In Session 2, we introduced the second mindful attention regulation skill, which we refer to as allowing, as the next step in promoting attention regulation. Remember, the goal of attention regulation is to help achieve focused, flexible and sustained attention on emotional and motivational experiences. Orienting, the skill you were taught in Session 1, helps you stay in the present moment bringing your attention to your body and breath. Allowing builds on orienting by helping you sustain your attention to all parts of your experience, even when some of the objects of your focus might be emotional and you are feeling the urge to look away or disengage.

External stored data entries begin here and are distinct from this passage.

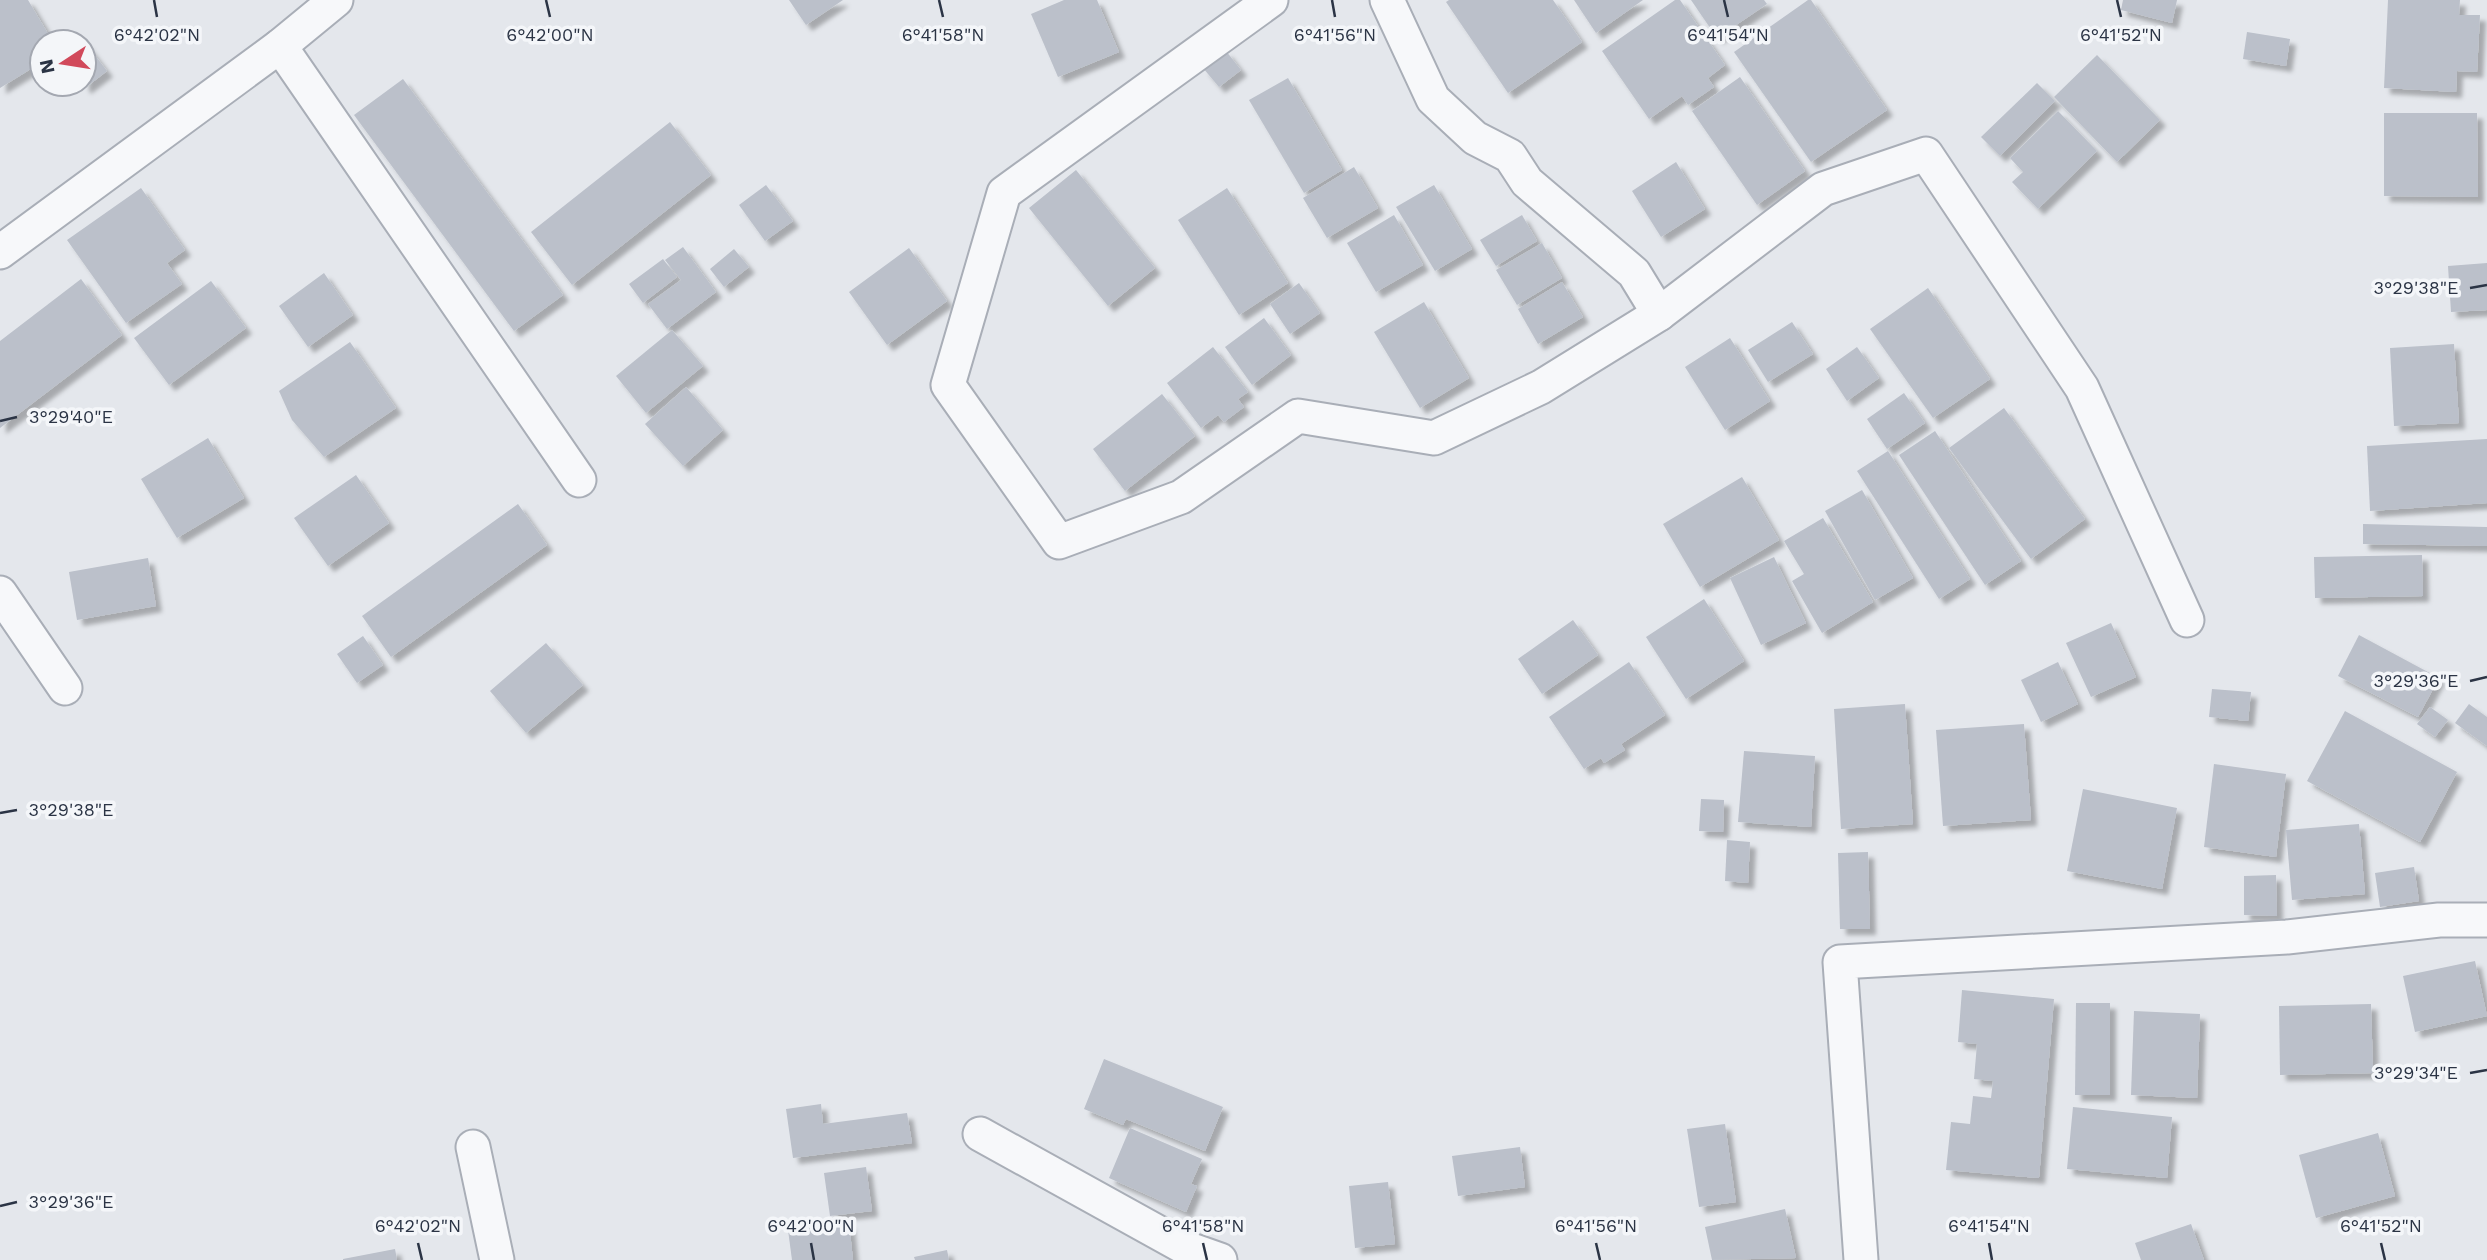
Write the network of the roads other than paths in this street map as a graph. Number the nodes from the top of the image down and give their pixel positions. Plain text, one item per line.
1 (337, 0) edge
2 (1271, 0) edge
3 (1387, 0) edge
4 (280, 46) junction
5 (0, 251) edge
6 (1659, 314) junction
7 (579, 480) dead end
8 (0, 593) edge
9 (2187, 620) dead end
10 (65, 688) dead end
11 (2487, 920) edge
12 (980, 1134) dead end
13 (473, 1147) dead end
14 (497, 1260) edge
15 (1220, 1260) edge
16 (1861, 1260) edge

1 - 4 street
2 - 6 street
3 - 6 street
4 - 5 street
4 - 7 street
6 - 9 street
8 - 10 street
11 - 16 street
12 - 15 street
13 - 14 street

All of us encounter situations in our daily lives that bring up powerful emotions. Whether you are worrying over an upcoming exam, experiencing uncertainty at a family gathering, or waiting to hear back following a coveted job interview, the wish to escape or eliminate painful emotions is deeply human. Allowing does not mean we have to like or want our emotions or sensations. Rather, allowing involves embracing and attending to all emotions despite their intensity, whether they are positive or negative. Think of allowing as an action, rather than as an attitude or an intention. By engaging in allowing, you are engaging in the action of sustained attention. In ERT, we invite and encourage you to remain in contact with your emotions and attend to them, even when they signal difficult motivations or feel confusing and cloudy, so that you can come to understand and inform your actions by the motivational pulls present in this moment.
To help illustrate the concept of allowing, your therapist may have introduced the “the tree and the beautiful scene” metaphor, which asks you to visualize a beautiful nature scene with blue skies, birds flying overhead, rolling hills, trees with colorful leaves, and a winding stream. Then, while holding this picture in your mind’s eye, imagine a large, fallen tree off to the side—a large, rotting, putrid smelling tree, covered in slimy molds, bacteria, worms, and maggots. As you bring this image into focus, notice where your mind goes or wants to go: did it go to the image of the rotting tree? Did it pull away from the rotting tree, onto something pleasant in the scene? Now, try to imagine the entire scene as a whole as if you are seeing it in a painting or on a screen. Allowing involves this ability to notice and hold complex emotional states even when there are conflicting aspects of the experience. When we approach life with allowing, we gain the flexibility to view the current situation from every angle, rather than from a narrowed perspective that may ignore emotionally powerful parts of our experience.

During this week’s off-line practice, you have the opportunity to apply mindful regulation skills more explicitly to the emotional experiences that arise is your life. Building upon the orienting exercise from last week, the allowing exercise is aimed at cultivating the skill of sustaining attention on all aspects of experience even when emotions feel hard. As you prepare for your practices this week, remember to bring to mind a situation that pulls strongly for both security and reward motivations. Once you have this situation in mind, practice the allowing skill.